## Required work
Every entry is to be copied exactly as written, and the pictures are to be skipped.

## Data for the task

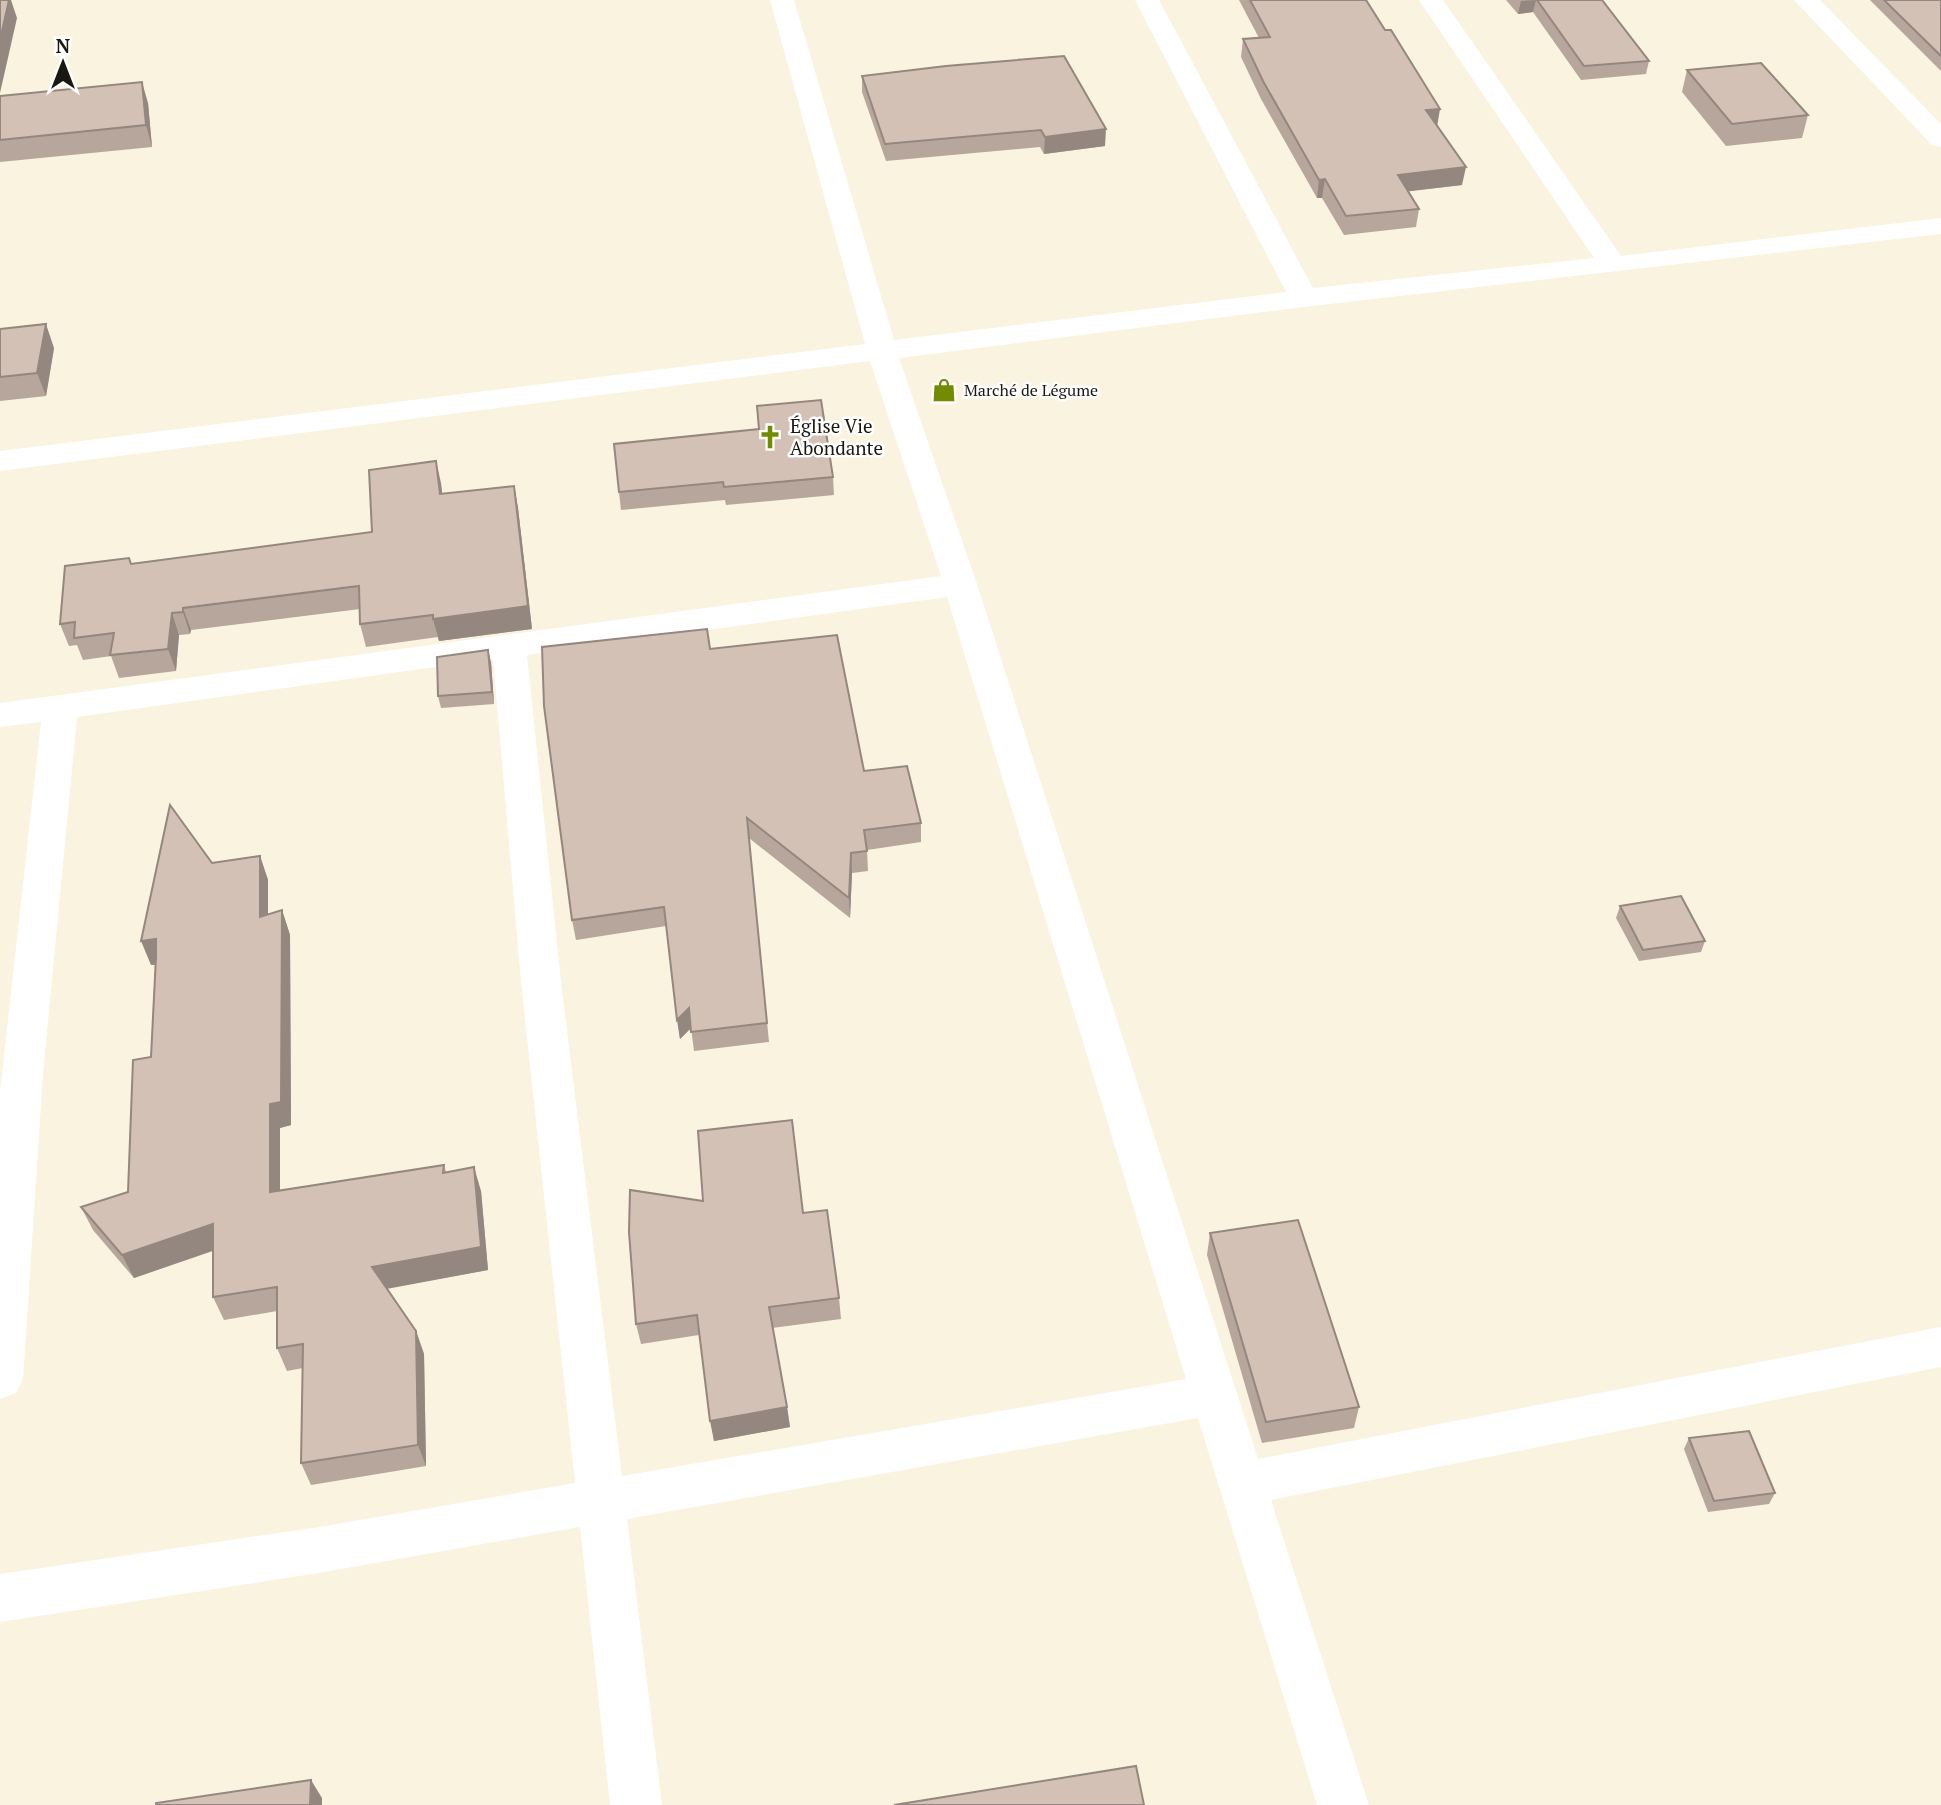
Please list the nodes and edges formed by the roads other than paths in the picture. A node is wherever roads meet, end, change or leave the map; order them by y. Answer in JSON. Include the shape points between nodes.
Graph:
{"nodes":[{"id":1,"x":782,"y":0,"type":"edge"},
{"id":2,"x":1147,"y":0,"type":"edge"},
{"id":3,"x":1431,"y":0,"type":"edge"},
{"id":4,"x":1806,"y":0,"type":"edge"},
{"id":5,"x":1941,"y":139,"type":"edge"},
{"id":6,"x":1941,"y":226,"type":"edge"},
{"id":7,"x":1613,"y":265,"type":"junction"},
{"id":8,"x":1304,"y":298,"type":"junction"},
{"id":9,"x":882,"y":352,"type":"junction"},
{"id":10,"x":0,"y":461,"type":"edge"},
{"id":11,"x":960,"y":584,"type":"junction"},
{"id":12,"x":509,"y":646,"type":"junction"},
{"id":13,"x":60,"y":706,"type":"junction"},
{"id":14,"x":0,"y":715,"type":"edge"},
{"id":15,"x":1941,"y":1347,"type":"edge"},
{"id":16,"x":0,"y":1379,"type":"edge"},
{"id":17,"x":1214,"y":1395,"type":"junction"},
{"id":18,"x":1243,"y":1484,"type":"junction"},
{"id":19,"x":603,"y":1503,"type":"junction"},
{"id":20,"x":0,"y":1598,"type":"edge"},
{"id":21,"x":636,"y":1805,"type":"edge"},
{"id":22,"x":1343,"y":1805,"type":"edge"}],
"edges":[{"from":1,"to":9,"type":"street"},
{"from":2,"to":8,"type":"street"},
{"from":3,"to":7,"type":"street"},
{"from":4,"to":5,"type":"street"},
{"from":6,"to":7,"type":"street"},
{"from":7,"to":8,"type":"street"},
{"from":8,"to":9,"type":"street"},
{"from":9,"to":10,"type":"street"},
{"from":9,"to":11,"type":"street"},
{"from":11,"to":12,"type":"street"},
{"from":11,"to":17,"type":"street"},
{"from":12,"to":13,"type":"street"},
{"from":12,"to":19,"type":"street","via":[[541,982]]},
{"from":13,"to":14,"type":"street"},
{"from":13,"to":16,"type":"street","via":[[22,1074]]},
{"from":15,"to":18,"type":"street"},
{"from":17,"to":18,"type":"street"},
{"from":17,"to":19,"type":"street"},
{"from":18,"to":22,"type":"street"},
{"from":19,"to":20,"type":"street"},
{"from":19,"to":21,"type":"street"}]}
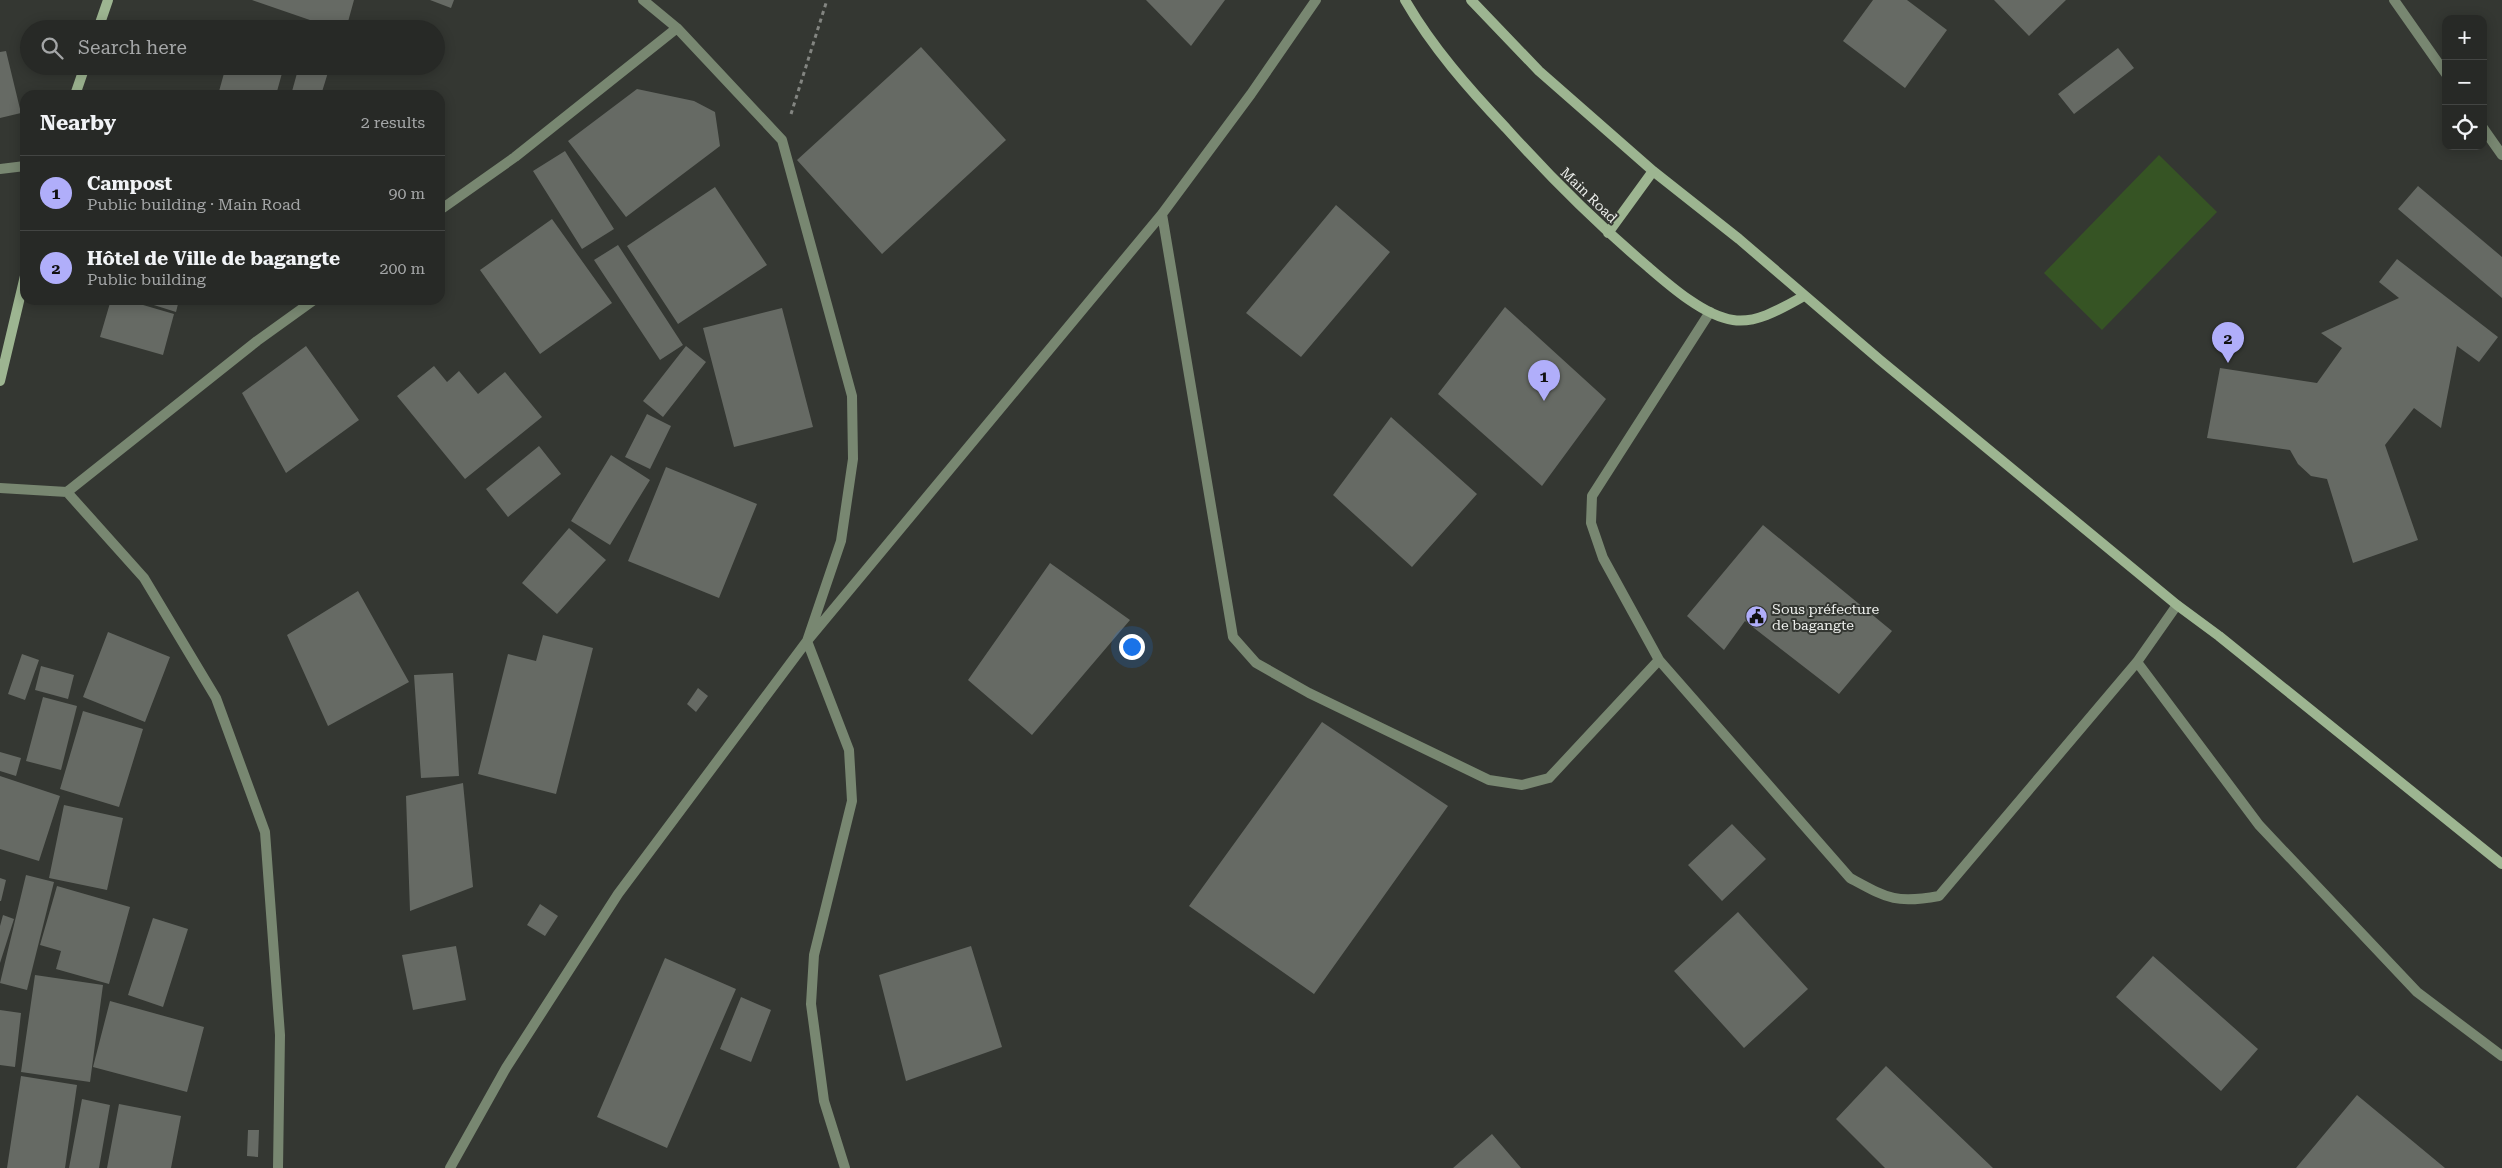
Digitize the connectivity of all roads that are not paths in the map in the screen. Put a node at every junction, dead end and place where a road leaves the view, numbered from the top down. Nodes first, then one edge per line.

## Exercise response
Please list the nodes and edges formed by the roads other than paths in the picture. A node is wherever roads meet, end, change or leave the map; order them by y. Answer in JSON. Include the shape points between nodes.
Graph:
{"nodes":[{"id":1,"x":782,"y":0,"type":"edge"},
{"id":2,"x":1147,"y":0,"type":"edge"},
{"id":3,"x":1431,"y":0,"type":"edge"},
{"id":4,"x":1806,"y":0,"type":"edge"},
{"id":5,"x":1941,"y":139,"type":"edge"},
{"id":6,"x":1941,"y":226,"type":"edge"},
{"id":7,"x":1613,"y":265,"type":"junction"},
{"id":8,"x":1304,"y":298,"type":"junction"},
{"id":9,"x":882,"y":352,"type":"junction"},
{"id":10,"x":0,"y":461,"type":"edge"},
{"id":11,"x":960,"y":584,"type":"junction"},
{"id":12,"x":509,"y":646,"type":"junction"},
{"id":13,"x":60,"y":706,"type":"junction"},
{"id":14,"x":0,"y":715,"type":"edge"},
{"id":15,"x":1941,"y":1347,"type":"edge"},
{"id":16,"x":0,"y":1379,"type":"edge"},
{"id":17,"x":1214,"y":1395,"type":"junction"},
{"id":18,"x":1243,"y":1484,"type":"junction"},
{"id":19,"x":603,"y":1503,"type":"junction"},
{"id":20,"x":0,"y":1598,"type":"edge"},
{"id":21,"x":636,"y":1805,"type":"edge"},
{"id":22,"x":1343,"y":1805,"type":"edge"}],
"edges":[{"from":1,"to":9,"type":"street"},
{"from":2,"to":8,"type":"street"},
{"from":3,"to":7,"type":"street"},
{"from":4,"to":5,"type":"street"},
{"from":6,"to":7,"type":"street"},
{"from":7,"to":8,"type":"street"},
{"from":8,"to":9,"type":"street"},
{"from":9,"to":10,"type":"street"},
{"from":9,"to":11,"type":"street"},
{"from":11,"to":12,"type":"street"},
{"from":11,"to":17,"type":"street"},
{"from":12,"to":13,"type":"street"},
{"from":12,"to":19,"type":"street","via":[[541,982]]},
{"from":13,"to":14,"type":"street"},
{"from":13,"to":16,"type":"street","via":[[22,1074]]},
{"from":15,"to":18,"type":"street"},
{"from":17,"to":18,"type":"street"},
{"from":17,"to":19,"type":"street"},
{"from":18,"to":22,"type":"street"},
{"from":19,"to":20,"type":"street"},
{"from":19,"to":21,"type":"street"}]}
Digitize the connectivity of all roads that are not paths in the map in the screen. Put a node at every junction, dead end and place where a road leaves the view, numbered from the top down. Nodes first, then one edge per line.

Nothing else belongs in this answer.